The reason I would avoid Uber stock is their business model falls foul of the law in most of the countries where they operate, only a matter of time until they are shut down.
Ha! Don't you get it?? Laws are meant for you and I, not for huge companies (or the .0001% who control them)... though I imagine that you may've been told differently).
With billions in venture capital funding to play with, it's only a matter of time until Uber gets most of those laws rendered moot - at least the ones that matter, anyway; Uber will obviously have to continue to strategize and pick their battles (Deutschland, for example, probably won't be selling out their taxi industry to Corporate America any time soon). :)
*Would* avoid, meaning "if he could buy stock, he would avoid it". A web site just for you: Reading is Fundamental.

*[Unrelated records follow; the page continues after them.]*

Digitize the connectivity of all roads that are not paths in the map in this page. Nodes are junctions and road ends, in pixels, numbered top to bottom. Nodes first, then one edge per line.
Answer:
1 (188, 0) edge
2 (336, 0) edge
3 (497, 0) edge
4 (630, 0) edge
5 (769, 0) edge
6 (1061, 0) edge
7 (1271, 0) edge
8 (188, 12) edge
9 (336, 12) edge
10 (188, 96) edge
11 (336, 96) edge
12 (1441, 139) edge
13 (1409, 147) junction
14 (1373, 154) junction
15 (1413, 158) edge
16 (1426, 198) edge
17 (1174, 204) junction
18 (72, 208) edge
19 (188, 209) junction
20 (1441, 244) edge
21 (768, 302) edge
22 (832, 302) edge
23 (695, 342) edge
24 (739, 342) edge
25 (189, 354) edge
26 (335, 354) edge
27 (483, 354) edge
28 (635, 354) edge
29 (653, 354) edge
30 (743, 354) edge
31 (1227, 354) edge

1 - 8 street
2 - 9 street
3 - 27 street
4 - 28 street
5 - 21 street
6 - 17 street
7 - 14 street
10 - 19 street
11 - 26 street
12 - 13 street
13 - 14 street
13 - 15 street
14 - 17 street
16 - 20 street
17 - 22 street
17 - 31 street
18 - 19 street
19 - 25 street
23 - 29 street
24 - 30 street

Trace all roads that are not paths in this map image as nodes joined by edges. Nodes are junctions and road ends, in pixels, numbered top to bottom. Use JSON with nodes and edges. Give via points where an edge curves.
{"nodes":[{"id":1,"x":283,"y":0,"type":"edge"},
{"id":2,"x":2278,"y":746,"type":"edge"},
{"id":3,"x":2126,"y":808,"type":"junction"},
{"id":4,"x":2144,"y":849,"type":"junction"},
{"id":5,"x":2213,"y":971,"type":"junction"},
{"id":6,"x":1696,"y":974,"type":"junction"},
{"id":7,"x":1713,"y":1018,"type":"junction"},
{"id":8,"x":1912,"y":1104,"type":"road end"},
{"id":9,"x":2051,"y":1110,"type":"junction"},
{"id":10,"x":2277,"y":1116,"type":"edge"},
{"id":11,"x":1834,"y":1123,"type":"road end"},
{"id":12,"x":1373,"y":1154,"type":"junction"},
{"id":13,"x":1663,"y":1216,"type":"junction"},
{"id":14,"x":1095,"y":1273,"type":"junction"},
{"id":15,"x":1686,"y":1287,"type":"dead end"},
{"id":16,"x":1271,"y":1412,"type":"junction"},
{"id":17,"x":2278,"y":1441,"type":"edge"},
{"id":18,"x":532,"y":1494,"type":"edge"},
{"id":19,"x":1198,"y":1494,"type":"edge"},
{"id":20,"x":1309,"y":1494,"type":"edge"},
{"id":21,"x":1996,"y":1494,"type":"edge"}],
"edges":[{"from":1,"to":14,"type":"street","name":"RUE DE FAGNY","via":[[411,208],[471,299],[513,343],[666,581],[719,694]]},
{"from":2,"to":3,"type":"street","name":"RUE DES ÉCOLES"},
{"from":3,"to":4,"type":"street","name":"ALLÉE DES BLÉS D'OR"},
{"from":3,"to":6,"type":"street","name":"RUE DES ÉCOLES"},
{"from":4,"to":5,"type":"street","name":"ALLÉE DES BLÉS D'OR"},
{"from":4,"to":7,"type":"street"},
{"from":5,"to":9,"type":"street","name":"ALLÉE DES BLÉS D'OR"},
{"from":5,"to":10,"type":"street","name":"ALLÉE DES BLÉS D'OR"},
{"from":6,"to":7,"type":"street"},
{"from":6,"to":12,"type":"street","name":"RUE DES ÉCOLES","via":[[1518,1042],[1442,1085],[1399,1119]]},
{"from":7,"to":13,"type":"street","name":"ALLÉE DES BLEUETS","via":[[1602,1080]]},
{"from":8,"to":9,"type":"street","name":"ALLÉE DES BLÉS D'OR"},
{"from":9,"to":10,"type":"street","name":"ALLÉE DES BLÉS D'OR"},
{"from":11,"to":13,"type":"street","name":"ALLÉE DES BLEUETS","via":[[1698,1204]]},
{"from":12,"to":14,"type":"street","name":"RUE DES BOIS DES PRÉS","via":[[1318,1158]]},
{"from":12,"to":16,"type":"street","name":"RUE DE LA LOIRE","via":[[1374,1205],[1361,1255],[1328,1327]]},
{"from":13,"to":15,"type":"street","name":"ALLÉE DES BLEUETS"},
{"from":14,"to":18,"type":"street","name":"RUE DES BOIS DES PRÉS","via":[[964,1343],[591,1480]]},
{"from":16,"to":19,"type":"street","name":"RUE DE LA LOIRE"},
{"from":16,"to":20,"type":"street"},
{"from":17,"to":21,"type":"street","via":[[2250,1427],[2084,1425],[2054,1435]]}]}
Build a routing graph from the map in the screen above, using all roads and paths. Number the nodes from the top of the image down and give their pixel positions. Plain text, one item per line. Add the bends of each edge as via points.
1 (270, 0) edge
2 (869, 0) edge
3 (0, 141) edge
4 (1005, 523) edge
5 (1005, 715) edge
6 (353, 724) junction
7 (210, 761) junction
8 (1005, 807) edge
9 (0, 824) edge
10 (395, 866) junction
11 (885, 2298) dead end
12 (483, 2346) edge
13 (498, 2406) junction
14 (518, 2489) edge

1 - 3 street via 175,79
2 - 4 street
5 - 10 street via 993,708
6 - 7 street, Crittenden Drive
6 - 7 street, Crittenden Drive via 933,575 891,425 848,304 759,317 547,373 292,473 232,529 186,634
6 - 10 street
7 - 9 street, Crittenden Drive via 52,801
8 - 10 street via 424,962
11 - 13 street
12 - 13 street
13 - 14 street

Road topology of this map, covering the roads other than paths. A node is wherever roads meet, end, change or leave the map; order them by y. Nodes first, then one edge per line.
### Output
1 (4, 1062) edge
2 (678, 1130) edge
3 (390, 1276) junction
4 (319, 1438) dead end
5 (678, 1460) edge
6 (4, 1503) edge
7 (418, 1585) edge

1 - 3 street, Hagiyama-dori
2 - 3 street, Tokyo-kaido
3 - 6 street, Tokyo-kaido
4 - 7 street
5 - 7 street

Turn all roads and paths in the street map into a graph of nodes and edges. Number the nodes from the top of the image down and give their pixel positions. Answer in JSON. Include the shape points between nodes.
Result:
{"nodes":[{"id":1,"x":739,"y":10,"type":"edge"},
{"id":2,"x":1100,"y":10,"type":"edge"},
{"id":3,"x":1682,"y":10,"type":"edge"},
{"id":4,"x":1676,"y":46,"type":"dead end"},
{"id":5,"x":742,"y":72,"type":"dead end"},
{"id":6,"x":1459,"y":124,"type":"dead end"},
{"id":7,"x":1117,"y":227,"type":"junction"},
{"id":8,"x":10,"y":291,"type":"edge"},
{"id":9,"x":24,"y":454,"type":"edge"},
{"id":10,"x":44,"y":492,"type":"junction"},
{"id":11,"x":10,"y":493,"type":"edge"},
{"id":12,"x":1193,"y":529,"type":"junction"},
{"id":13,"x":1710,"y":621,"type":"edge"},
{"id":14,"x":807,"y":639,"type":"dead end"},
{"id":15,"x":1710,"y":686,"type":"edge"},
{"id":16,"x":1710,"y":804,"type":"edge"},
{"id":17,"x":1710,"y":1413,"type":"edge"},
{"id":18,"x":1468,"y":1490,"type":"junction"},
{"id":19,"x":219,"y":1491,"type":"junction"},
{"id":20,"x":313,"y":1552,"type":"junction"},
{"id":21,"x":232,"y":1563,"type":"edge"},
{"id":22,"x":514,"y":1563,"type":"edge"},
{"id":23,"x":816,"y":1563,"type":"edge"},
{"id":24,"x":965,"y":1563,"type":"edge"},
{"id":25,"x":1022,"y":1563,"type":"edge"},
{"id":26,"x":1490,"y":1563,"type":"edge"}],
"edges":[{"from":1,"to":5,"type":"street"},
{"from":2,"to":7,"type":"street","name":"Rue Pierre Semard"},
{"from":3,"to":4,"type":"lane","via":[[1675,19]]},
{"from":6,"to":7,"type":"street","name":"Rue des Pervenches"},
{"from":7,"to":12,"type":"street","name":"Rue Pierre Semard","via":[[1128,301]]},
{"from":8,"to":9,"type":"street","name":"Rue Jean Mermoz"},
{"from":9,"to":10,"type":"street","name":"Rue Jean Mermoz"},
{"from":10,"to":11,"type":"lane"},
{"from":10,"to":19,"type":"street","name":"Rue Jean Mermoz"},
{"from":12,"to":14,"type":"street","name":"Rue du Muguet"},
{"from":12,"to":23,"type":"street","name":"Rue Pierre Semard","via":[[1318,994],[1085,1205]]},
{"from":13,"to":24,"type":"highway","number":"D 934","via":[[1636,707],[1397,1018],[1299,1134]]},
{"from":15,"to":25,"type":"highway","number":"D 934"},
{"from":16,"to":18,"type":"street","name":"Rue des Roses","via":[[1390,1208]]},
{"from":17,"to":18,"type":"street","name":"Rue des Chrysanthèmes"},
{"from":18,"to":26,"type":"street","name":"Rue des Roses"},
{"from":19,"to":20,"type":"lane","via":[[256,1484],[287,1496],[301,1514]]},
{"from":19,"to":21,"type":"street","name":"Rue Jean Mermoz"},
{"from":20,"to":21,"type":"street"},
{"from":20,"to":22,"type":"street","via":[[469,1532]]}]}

Yeah, one stock being fantastically over-valued doesn't mean the whole market is. Look at price to sales, price to earnings and book value. When those are out of whack, it's overvalued (or undervalued).
"Let's kill first the bankers, with their respectable demeanors..."
Just buy some put calls on the index or the stock price, or long term leap put calls, if you expect the crash.
The only problem with those is that if the price doesn't go down, you lose all your invested money in those puts by the due date.
Cause it's reverse psychology, a lot of fools with money will think that because it's a bubble--buy now and time the pull out to cash in big. Much like betting at the track. You make cash on Wall Street by buying, then selling at the right time. Just buying will get you nowhere.
But that usually ends in failure as the insiders already know when the market drops out--cause they are the ones who will start it. Some will strike it though.
Separating fools from their money is common place in Wall Street. For the rest of us (ie. institutionals for example: they hope to weather it, some will get caught much like 2001 and 2008, but the gov't will come to the rescue). Don't blame the player, blame the game in this case.
But once uber gets the laws sorted out by spending money, there are other big companies to move in to the same market. Uber doesn't have much uniqueness to last and hence no pricing advantage in the long run.
Bingo Dictionary - Pragmatist, n. A myopic idealist.
Uber doesn't have much uniqueness to last and hence no pricing advantage in the long run.
The same can be said for eBay.
Then it's good for eBay that it's business model doesn't depend on buying laws. Even when it was new, it was far less illegal than uber is now in most places.
Bingo Dictionary - Pragmatist, n. A myopic idealist.